Madee (Sala Villanos) Madrid 17/01/26
No son fáciles de ver Madee en directo. Esto, unido a lo fantástica banda que son, hace que cualquier oportunidad de hacerlo sea un regalo venido del cielo. Noche desapacible en la capital para ver a los catalanes en un concierto que estaba imaginado en base a los 30 años de vida que cumplió hace escasamente un año esa rotunda obra maestra que es su tercer trabajo, Orion’s Belt (04).
Pese a ser el referente claro de la velada, el show no se centró en tocar el disco de arriba abajo y de añadir después alguna canción, sino que notables composiciones que trufaron la primera parte de su discografía se entremezclaron con las del álbum protagonista, que sonó prácticamente en su totalidad.

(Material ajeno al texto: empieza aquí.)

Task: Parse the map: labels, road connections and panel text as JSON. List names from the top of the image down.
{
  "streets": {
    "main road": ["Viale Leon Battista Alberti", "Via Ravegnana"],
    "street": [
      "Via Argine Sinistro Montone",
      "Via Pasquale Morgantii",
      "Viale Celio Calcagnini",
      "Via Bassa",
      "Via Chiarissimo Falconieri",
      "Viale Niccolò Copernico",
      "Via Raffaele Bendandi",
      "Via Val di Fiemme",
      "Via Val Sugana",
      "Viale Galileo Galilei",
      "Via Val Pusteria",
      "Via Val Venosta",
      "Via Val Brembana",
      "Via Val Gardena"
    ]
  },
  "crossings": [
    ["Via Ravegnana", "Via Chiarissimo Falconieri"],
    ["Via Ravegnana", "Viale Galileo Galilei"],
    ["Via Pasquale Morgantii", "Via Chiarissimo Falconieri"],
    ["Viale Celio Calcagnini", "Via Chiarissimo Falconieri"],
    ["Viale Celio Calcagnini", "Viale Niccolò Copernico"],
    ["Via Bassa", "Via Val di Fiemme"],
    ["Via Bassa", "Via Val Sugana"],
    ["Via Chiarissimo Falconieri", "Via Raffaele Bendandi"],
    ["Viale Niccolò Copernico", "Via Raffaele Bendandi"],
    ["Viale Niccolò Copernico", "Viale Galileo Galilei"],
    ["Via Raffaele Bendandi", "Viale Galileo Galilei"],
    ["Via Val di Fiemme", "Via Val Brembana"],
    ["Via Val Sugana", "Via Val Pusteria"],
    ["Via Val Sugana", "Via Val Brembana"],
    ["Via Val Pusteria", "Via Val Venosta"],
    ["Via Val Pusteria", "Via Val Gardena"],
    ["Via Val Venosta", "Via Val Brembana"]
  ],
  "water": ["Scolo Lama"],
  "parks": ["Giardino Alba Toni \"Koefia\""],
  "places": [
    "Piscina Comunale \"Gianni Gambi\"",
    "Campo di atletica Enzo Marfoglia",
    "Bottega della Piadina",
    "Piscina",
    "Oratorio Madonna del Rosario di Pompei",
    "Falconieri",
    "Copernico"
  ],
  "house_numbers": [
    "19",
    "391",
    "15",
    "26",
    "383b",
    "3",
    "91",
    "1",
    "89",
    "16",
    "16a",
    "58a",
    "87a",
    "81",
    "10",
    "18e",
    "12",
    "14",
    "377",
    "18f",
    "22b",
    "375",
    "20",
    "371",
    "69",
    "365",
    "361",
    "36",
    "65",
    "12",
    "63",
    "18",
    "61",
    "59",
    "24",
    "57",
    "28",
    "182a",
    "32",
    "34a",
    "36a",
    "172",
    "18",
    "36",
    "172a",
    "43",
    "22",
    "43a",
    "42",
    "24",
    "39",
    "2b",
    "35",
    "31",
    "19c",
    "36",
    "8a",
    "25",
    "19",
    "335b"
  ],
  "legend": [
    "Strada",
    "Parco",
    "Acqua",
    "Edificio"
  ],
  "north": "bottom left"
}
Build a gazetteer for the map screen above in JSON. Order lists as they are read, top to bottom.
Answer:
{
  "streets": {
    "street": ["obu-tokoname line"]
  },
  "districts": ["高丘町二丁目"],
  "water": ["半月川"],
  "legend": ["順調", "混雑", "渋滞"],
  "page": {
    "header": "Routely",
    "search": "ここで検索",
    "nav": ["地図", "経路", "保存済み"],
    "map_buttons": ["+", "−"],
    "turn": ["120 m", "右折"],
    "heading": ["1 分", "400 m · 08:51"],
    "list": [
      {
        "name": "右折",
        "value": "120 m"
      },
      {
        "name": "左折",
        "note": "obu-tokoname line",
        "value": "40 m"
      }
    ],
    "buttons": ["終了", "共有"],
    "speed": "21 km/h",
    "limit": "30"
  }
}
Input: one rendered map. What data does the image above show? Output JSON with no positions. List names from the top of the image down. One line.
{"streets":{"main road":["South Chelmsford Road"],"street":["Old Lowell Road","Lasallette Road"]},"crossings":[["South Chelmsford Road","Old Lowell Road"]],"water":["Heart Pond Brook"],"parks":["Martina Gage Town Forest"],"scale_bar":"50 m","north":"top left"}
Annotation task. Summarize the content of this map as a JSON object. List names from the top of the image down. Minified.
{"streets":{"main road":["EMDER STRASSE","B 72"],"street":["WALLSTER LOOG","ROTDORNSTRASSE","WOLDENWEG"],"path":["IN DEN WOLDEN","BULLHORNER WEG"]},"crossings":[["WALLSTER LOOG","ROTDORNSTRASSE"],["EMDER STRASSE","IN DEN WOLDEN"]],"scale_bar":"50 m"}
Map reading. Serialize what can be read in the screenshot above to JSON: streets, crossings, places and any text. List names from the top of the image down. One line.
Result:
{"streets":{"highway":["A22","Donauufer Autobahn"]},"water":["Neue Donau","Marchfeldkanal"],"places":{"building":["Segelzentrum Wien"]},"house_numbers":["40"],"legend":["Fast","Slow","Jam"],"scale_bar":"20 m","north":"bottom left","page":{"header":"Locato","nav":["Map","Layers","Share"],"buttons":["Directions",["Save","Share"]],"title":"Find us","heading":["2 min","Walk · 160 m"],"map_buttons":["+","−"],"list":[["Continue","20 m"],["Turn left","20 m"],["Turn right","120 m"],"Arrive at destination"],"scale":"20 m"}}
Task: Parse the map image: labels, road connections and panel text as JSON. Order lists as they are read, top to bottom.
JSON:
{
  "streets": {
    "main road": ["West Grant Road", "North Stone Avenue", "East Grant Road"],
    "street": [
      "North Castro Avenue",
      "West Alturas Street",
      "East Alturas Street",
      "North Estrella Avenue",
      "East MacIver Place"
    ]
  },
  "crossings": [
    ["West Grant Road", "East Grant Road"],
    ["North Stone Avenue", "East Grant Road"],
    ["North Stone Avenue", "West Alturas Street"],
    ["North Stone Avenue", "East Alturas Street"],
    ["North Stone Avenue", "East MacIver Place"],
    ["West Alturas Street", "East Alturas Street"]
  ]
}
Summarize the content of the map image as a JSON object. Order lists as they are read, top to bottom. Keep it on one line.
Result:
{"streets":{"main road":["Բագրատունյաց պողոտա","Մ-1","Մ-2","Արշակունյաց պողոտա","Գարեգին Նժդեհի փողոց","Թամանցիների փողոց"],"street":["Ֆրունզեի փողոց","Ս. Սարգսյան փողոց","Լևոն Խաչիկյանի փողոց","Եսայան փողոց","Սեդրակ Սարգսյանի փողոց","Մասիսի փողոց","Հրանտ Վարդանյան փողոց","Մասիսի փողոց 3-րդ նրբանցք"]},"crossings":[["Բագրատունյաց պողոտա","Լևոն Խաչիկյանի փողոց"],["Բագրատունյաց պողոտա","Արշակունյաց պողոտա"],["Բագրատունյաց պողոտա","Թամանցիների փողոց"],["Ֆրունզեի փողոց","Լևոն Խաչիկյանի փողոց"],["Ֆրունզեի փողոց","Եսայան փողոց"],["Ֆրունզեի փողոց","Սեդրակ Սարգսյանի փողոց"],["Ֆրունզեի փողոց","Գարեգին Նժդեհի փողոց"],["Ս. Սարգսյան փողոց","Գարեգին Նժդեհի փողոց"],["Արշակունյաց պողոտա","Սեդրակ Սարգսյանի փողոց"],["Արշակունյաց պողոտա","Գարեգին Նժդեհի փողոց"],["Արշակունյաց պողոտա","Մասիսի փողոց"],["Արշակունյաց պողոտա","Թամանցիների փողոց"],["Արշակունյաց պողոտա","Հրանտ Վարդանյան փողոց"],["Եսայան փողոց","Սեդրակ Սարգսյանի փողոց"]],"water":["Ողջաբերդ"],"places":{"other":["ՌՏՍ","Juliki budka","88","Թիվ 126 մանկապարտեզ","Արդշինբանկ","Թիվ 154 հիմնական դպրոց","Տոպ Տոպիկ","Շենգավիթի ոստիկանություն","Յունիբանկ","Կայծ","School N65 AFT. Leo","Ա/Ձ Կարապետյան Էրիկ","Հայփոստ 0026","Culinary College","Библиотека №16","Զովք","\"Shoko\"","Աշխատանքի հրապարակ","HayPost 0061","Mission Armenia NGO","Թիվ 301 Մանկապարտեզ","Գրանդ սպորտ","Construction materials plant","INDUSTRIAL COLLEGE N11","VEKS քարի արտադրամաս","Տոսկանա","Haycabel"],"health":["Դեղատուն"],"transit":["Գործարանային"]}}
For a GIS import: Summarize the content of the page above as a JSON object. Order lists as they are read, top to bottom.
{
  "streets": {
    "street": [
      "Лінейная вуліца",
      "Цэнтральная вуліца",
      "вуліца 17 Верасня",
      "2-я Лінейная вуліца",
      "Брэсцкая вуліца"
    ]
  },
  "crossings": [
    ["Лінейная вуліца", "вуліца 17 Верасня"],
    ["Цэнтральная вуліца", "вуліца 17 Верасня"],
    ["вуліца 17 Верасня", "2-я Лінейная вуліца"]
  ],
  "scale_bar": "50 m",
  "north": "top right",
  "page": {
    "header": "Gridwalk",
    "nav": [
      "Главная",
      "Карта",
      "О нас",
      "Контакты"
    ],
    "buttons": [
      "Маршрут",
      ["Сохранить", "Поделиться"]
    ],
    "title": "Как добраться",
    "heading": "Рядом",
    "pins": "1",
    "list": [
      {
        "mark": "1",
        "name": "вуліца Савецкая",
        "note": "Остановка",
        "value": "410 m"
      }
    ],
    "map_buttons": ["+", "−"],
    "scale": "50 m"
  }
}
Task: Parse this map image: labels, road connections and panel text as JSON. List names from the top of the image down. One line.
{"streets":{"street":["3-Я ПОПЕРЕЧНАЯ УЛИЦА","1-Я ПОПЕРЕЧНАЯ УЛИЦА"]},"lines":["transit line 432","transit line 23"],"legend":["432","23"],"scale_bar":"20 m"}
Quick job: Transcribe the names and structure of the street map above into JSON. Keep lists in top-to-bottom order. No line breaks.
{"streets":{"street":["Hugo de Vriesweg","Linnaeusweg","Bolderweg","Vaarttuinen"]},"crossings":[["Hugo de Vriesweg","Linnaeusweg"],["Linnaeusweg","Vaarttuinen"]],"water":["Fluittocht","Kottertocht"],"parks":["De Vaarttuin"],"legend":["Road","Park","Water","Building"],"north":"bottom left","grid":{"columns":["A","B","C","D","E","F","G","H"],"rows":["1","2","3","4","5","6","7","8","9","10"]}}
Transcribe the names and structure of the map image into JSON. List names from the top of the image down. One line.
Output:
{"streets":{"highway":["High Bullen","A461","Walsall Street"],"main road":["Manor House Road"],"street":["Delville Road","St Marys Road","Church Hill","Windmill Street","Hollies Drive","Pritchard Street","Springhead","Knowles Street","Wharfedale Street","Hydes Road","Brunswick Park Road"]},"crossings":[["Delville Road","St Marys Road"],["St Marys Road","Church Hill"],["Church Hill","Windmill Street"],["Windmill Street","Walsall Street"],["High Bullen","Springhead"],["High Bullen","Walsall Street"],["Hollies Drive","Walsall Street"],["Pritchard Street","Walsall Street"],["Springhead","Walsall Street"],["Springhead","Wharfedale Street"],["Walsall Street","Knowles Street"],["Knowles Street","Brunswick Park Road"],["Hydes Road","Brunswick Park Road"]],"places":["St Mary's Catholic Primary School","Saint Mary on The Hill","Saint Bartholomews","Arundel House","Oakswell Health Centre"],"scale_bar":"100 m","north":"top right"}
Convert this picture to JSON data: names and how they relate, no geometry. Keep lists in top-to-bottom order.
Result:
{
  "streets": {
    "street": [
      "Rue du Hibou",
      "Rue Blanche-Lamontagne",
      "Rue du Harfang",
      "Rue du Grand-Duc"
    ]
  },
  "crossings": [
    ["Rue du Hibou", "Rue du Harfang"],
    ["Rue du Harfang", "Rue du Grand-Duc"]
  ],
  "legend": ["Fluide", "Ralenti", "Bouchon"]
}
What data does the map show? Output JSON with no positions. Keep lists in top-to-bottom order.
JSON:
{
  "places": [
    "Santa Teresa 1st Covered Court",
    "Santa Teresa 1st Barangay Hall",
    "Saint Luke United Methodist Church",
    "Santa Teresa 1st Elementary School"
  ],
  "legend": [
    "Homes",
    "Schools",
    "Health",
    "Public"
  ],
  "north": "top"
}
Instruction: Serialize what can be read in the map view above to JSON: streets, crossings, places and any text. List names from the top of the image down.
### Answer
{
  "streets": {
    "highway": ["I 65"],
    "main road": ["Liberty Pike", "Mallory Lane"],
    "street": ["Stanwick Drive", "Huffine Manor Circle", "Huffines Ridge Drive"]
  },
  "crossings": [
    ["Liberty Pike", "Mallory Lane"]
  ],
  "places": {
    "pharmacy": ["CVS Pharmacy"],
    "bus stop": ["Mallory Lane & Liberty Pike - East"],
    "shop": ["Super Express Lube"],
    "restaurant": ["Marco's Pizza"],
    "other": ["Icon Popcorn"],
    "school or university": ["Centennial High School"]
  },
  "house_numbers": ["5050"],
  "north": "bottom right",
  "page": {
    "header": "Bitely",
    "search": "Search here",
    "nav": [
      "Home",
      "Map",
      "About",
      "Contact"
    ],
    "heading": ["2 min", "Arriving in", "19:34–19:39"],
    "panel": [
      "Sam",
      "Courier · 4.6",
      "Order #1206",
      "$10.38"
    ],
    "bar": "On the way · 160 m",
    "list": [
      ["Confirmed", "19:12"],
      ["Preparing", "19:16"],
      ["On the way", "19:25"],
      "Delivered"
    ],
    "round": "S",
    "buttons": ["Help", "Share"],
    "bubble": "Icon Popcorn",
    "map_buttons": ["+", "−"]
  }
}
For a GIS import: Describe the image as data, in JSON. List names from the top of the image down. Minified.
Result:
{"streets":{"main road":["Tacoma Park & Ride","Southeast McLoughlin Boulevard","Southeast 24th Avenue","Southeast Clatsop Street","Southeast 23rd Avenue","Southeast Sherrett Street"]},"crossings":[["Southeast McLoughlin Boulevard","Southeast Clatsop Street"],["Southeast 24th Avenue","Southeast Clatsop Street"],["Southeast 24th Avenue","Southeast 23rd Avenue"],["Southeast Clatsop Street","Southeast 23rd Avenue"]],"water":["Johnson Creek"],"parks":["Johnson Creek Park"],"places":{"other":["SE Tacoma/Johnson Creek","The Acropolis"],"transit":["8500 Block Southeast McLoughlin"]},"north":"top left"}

Madee se presentaron tremendamente compactos, contundentes a la par que precisos, capitaneados por un Ramón Rodríguez que, pese a estar en mil batallas y con una carrera en solitario desarrollada en unas latitudes sonoras algo diferentes en forma -que no en su sentido contenido-, a la hora de ponerse el mono de trabajo de Madee es capaz de forzar su garganta en agudos y desempolvar electricidad a la altura que demanda la banda madre. El resto de integrantes se mostraron igualmente certeros, elevados en su posición, disfrutando cada uno a su manera la comunión con una agradecida y apasionada audiencia canción tras canción.
La noche arrancó con la hermosa “Sparrow”, contenida en ese todavía bisoño debut, Songs for Cydonia (02), tan imperfecto como entrañable. A partir de ahí, una primera tripleta correspondiente al arranque de Orion’s Belt (04) nos puso ya el nudo en la garganta con unas especialmente intensas “Mintaka” y “ A ghost”.

El concierto continuó transcurriendo cálido, repleto de músculo y sensibilidad, siendo de nuevo imperiales los rescates del que en su momento fue un punto y final agradecidamente momentáneo, finalmente. Me estoy refiriendo al inspiradísimo L’Antarctica (07), del que sonaron completamente arrebatadoras “The wounded” y “Avalanche”. Pelos de punta. Fue esta última con el concatenado que tuvo con “S’ba”, contenida en Secret Chamber (03), -el disco que les convirtió en banda diferencial y permitió todo lo que vino después-, los momentos que más me conmovieron por dentro. De su segundo trabajo, fantástica y celebradísima fue también la defensa de “Clumsy”, temazo redondo y efectivo como el que más.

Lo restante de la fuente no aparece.